┌─ Exercise input

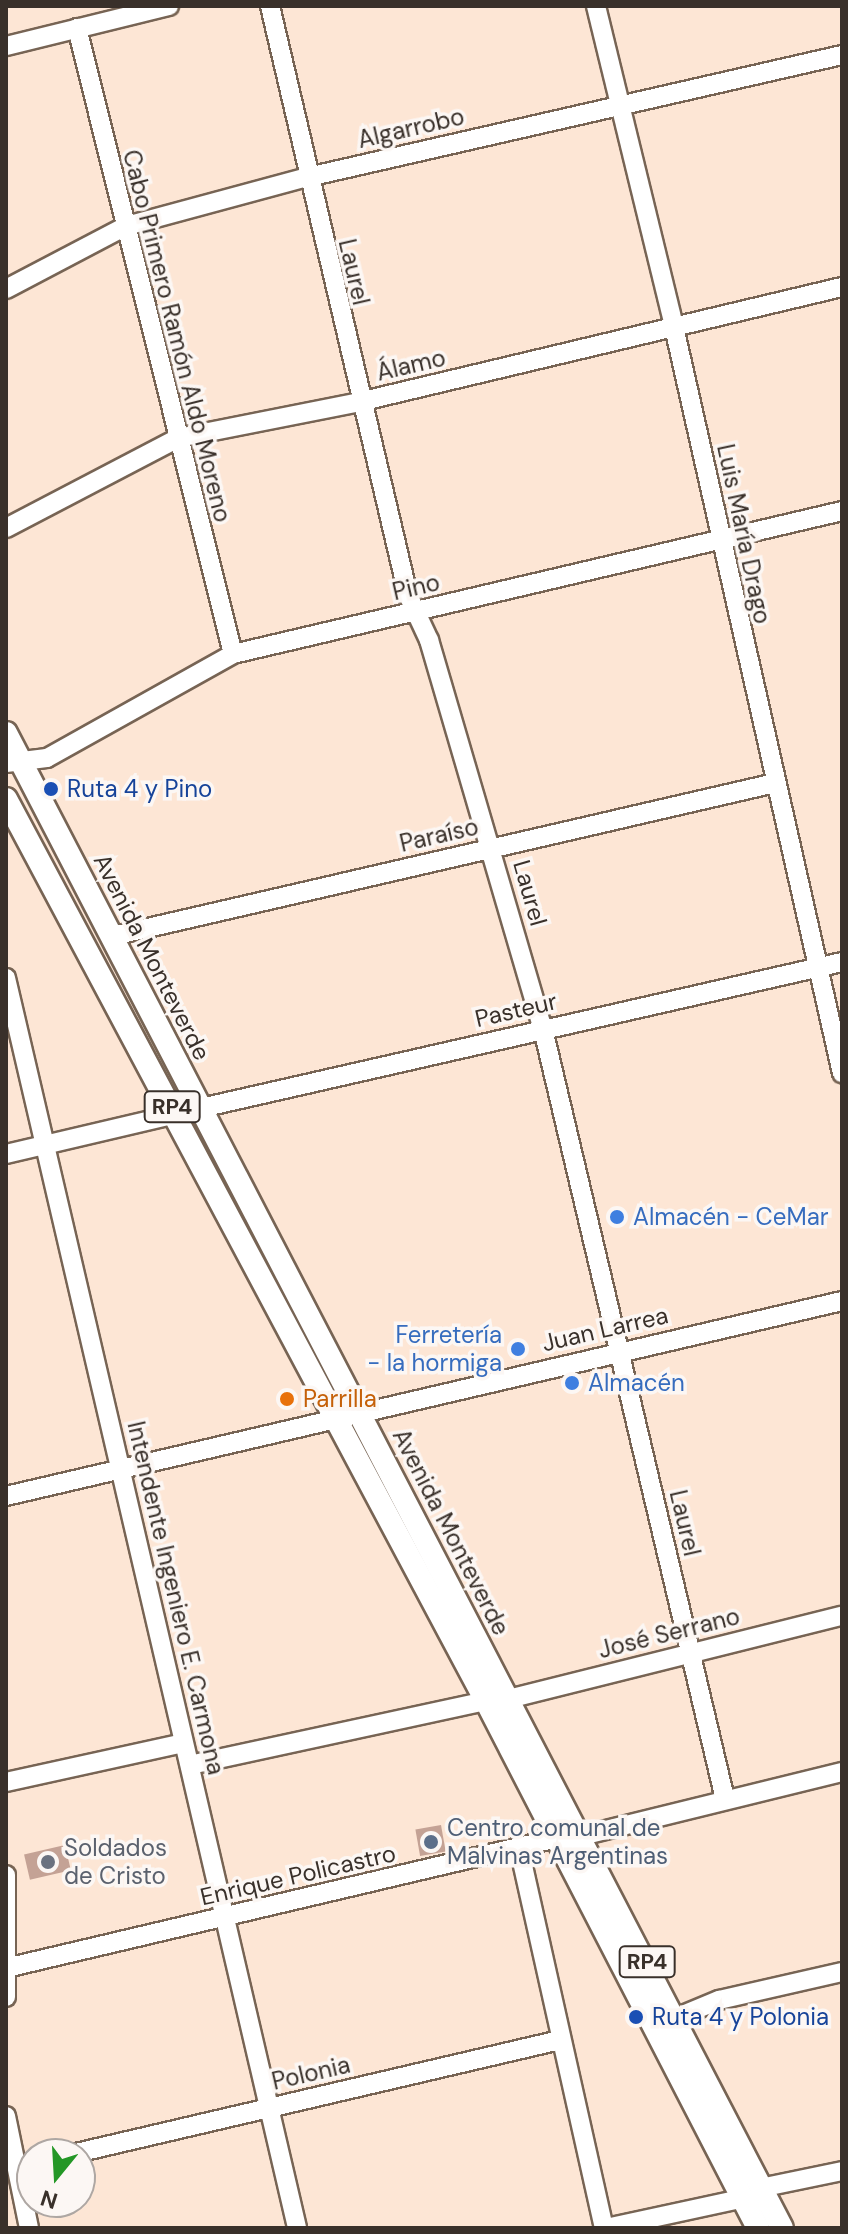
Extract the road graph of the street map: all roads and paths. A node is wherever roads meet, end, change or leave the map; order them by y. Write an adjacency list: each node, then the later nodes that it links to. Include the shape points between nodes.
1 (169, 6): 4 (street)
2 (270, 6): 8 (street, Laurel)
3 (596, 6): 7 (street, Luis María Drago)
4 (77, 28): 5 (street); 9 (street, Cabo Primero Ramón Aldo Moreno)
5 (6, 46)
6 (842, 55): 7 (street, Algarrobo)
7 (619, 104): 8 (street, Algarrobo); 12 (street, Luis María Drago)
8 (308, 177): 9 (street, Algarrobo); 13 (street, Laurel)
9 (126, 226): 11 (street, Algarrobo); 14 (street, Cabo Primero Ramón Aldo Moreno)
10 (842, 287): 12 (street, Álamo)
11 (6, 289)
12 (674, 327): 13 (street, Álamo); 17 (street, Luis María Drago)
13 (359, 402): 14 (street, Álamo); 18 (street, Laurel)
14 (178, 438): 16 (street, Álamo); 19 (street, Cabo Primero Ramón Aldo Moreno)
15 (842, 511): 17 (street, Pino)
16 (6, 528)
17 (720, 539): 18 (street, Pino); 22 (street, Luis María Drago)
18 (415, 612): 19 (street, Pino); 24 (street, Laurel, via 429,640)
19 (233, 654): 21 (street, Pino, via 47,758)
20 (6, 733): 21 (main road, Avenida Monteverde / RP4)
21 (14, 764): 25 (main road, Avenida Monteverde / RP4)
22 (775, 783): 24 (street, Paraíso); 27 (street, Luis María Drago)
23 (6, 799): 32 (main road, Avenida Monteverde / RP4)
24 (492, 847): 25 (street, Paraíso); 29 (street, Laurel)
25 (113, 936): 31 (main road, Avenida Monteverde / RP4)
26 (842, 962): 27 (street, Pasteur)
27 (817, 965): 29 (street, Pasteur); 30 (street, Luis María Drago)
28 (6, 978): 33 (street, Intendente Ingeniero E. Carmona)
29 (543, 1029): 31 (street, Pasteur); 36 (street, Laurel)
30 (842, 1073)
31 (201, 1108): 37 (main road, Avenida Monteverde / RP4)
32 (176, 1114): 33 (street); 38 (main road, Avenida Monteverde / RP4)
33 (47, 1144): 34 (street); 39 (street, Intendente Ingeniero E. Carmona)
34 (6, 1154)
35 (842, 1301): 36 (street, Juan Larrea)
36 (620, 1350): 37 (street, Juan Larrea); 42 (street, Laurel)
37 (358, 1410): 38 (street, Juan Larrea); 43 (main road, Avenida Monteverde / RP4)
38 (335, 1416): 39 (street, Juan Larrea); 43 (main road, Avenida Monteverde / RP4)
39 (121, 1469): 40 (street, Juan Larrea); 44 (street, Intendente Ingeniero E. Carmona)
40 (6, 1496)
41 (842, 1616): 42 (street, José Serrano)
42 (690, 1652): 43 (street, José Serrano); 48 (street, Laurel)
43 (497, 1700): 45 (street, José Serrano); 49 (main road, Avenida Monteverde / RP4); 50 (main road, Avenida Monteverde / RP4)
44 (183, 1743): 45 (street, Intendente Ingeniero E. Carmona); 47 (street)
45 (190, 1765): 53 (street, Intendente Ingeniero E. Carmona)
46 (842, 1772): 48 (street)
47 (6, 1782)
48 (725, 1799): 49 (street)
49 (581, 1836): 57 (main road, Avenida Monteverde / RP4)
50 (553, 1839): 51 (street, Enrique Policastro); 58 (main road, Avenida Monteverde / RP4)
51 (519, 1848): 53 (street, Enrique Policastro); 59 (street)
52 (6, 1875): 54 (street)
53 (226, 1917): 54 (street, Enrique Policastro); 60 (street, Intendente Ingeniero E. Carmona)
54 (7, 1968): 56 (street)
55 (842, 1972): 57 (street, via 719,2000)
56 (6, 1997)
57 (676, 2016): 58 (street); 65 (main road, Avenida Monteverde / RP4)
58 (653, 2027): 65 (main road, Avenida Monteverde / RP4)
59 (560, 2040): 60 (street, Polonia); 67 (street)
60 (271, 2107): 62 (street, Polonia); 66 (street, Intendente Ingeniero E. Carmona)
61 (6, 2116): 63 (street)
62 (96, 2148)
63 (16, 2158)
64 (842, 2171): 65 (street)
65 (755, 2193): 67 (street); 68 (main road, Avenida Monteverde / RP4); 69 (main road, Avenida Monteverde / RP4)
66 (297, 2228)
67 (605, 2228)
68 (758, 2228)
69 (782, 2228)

└─

:: Work required ::
Of the lines above, show those in which "Luis" appears.

:: Exercise solution ::
3 (596, 6): 7 (street, Luis María Drago)
7 (619, 104): 8 (street, Algarrobo); 12 (street, Luis María Drago)
12 (674, 327): 13 (street, Álamo); 17 (street, Luis María Drago)
17 (720, 539): 18 (street, Pino); 22 (street, Luis María Drago)
22 (775, 783): 24 (street, Paraíso); 27 (street, Luis María Drago)
27 (817, 965): 29 (street, Pasteur); 30 (street, Luis María Drago)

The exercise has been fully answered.